Lords of the Fallen is without question a core RPG title which has a lot to offer in terms of gameplay and graphics features. Employing the Fledge engine, the Deck13 team focused their efforts on combining complex gameplay with advanced visuals such as high-quality volumetric lighting, GPU-accelerated physics and a series of custom Nvidia GameWorks features. Starting off as a PS3 and Xbox 360 title, Lords of the Fallen transitioned to current-gen PS4 and Xbox One, and the end result is not at all pleasing to the fans. The reason is quite simple – utilizing the latest and most advanced graphics features does not always secure a home run, and this seems to be the case with Lords of the Fallen. While all these features are truly impressive, they simply do not work on current-gen gaming consoles.
Severe judder, image tearing and frame rate dips does not sound appealing at all, especially when talking about a resounding title which was expected to perform flawlessly on a high-end console. Developers announced back in September that Lords of the Fallen will be running at 1080p on PS4 and 900p on the Xbox One, although first impressions suggest something below those numbers, according to Eurogamer. The reason for this is the excessive chromatic aberration utilized by Deck13 developers which creates the impression of a much lower resolution. The Lords of the Fallen PC version is the only one that allows for the feature to be disabled, but this unfortunately requires players to disable other post-processing features which will have an impact on graphics experience, eliminating essential visual effects such as anti-aliasing. Developers should bare that in mind when developing the next patch, and implement a standalone option of disabling chromatic aberration. Focusing on console visual quality, Lords of the Fallen runs in similar fashion both on PS4 and Xbox One, apart from a reduction in shadow quality and light glow on the Xbox One. The PS4 console shows a far more superior shadow resolution than the Xbox One – which renders noticeable chunky shadows in many instances of the game. Again, the PC version answers with the best quality in this aspect, featuring an increased number of shadows with superior definition.

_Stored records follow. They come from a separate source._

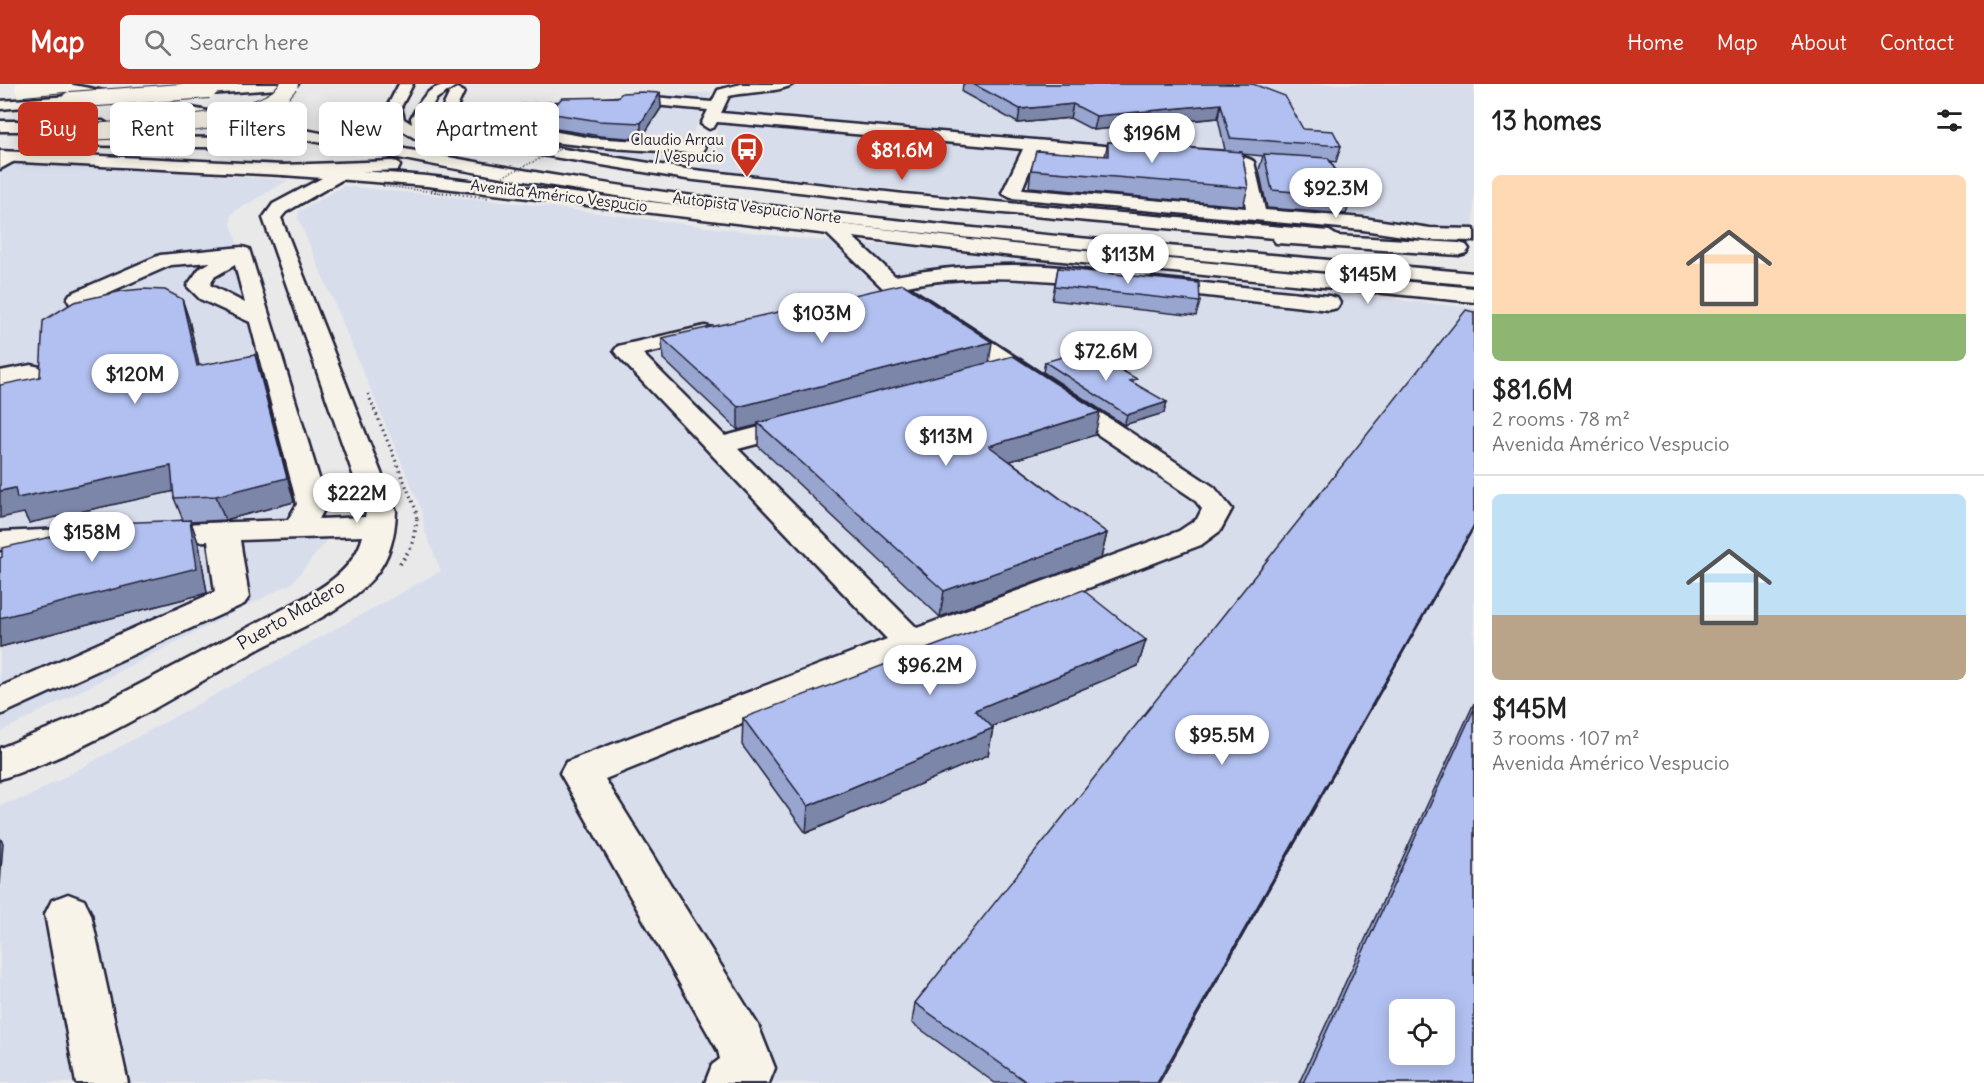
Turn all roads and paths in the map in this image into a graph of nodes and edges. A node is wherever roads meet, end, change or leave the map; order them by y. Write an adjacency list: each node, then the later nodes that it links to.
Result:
1 (64, 84): 8 (main road, bridge)
2 (100, 84): 29 (main road, Autopista Vespucio Norte)
3 (232, 84): 9 (main road, bridge)
4 (291, 84): 11 (main road, bridge); 18 (main road, bridge)
5 (406, 84): 17 (main road)
6 (786, 84): 15 (main road)
7 (454, 88): 12 (main road); 33 (main road)
8 (17, 89)
9 (51, 90): 10 (main road); 34 (main road, Autopista Vespucio Norte)
10 (0, 100)
11 (71, 101): 13 (main road); 14 (main road)
12 (427, 102)
13 (0, 105)
14 (0, 112)
15 (714, 112): 20 (main road); 21 (main road); 21 (main road)
16 (0, 126): 29 (main road)
17 (415, 133)
18 (0, 134)
19 (0, 141): 31 (main road)
20 (1032, 146): 23 (main road); 37 (main road)
21 (697, 148): 33 (main road)
22 (482, 156): 29 (main road)
23 (1163, 156)
24 (617, 157): 35 (path, bridge)
25 (1187, 157): 27 (main road)
26 (5, 159): 30 (main road, Avenida Américo Vespucio)
27 (1246, 162): 28 (main road); 38 (main road)
28 (1267, 163)
29 (515, 168): 31 (main road); 34 (main road); 39 (main road, Autopista Vespucio Norte)
30 (283, 170): 31 (main road); 32 (main road, Avenida Américo Vespucio)
31 (470, 171)
32 (339, 174): 41 (main road, Avenida Américo Vespucio); 43 (main road, Puerto Madero)
33 (686, 174): 37 (main road)
34 (539, 177): 45 (main road, Autopista Vespucio Norte)
35 (490, 198)
36 (1352, 205): 40 (main road)
37 (1084, 207): 39 (main road)
38 (1257, 215): 39 (main road); 40 (main road)
39 (1112, 217): 44 (main road); 47 (main road, Autopista Vespucio Norte)
40 (1363, 224): 42 (main road)
41 (834, 230): 50 (main road); 51 (main road, Avenida Américo Vespucio)
42 (1474, 235)
43 (282, 245): 46 (main road); 63 (main road, Puerto Madero)
44 (1466, 249)
45 (1192, 252): 48 (main road, Autopista Vespucio Norte); 49 (main road)
46 (242, 254): 52 (main road); 54 (main road); 54 (main road)
47 (1474, 264)
48 (1474, 279)
49 (1474, 288)
50 (887, 289): 53 (main road); 56 (main road)
51 (1474, 295)
52 (78, 299)
53 (1329, 303)
54 (258, 317): 64 (main road)
55 (727, 328): 62 (main road)
56 (1015, 366): 58 (main road); 68 (main road)
57 (31, 372): 59 (main road)
58 (981, 375)
59 (0, 379)
60 (366, 390): 67 (path)
61 (821, 418): 62 (main road)
62 (719, 446): 68 (main road)
63 (381, 526): 64 (main road); 70 (main road, Puerto Madero)
64 (299, 527): 65 (main road)
65 (230, 530): 66 (main road); 69 (main road)
66 (0, 541)
67 (395, 570)
68 (911, 643): 73 (main road)
69 (0, 702)
70 (0, 764)
71 (69, 914): 72 (main road)
72 (102, 1083)
73 (731, 1083)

Ambient occlusion is implemented on all three versions and the quality seems to be similar across console and PC, with pretty good coverage most of the time. This technique is not flawless, as noticeable flicker and foliage has been spotted on all platforms. Nvidia has developed an official flag for the PC version to enable HBAO+ which eliminates this issues and provides better contact shadows, although some visible flicker may be encountered in certain scenes. As mentioned above, Lords of the Fallen utilizes volumetric lighting which is one of the most advanced graphics features of the game. To reduce the impact on performance, developers have employed a lower rendering resolution with interleaved sampling in order to minimize the count per fragment. PC and console versions show outstanding quality in this department, with a higher resolution used on PC, resulting in more accurate volumetric shafts. In terms of graphics detail, Lords of the Fallen looks identical on all platforms, except for the fact that the PC version enables tweaks in texture and scenery detail. Texture resolution is poor on both consoles, in spite of the high memory the game has at its disposal. But that’s not the main concern; the biggest issue on both PS4 and Xbox One is performance.
The game seems incapable of maintaining a constant 30FPS at any given moment, showing frequent dips followed by severe screen-tear, especially on PS4. The Xbox One version seems even more unstable at times, manifesting increased judder compared to the PS4. With the frame buffer flipped at any point, the XB1 version runs at a slightly higher frame rate than the PS4 version, but still the performance is very poor, and the discrepancy is unnoticeable. In contrast, Eurogamer allegedly managed to get the game running on a powerful GTX 780/i5 3570K rig at a relatively steady 60FPS and 1080p resolution, with some minor glitches. The general consensus is that both console versions of Lords of the Fallen are unplayable, and the PC version is the one that truly works. While image quality may be superior on PS4, screen tear is more noticeable, and performance is identical compared to the Xbox One. On the other side, the Xbox One version suffers from more severe judder and frequent frame rate dips which is also a big turn-off. So, PC is the way to go, and in spite of the high system requirements of the game, you should be able to play it at stable frame rates and without image tearing. Finally, let’s hope that Lords of the Fallen will get a console patch that will eliminate these major graphics issues, considering the fact that the game is pretty solid in terms of gameplay.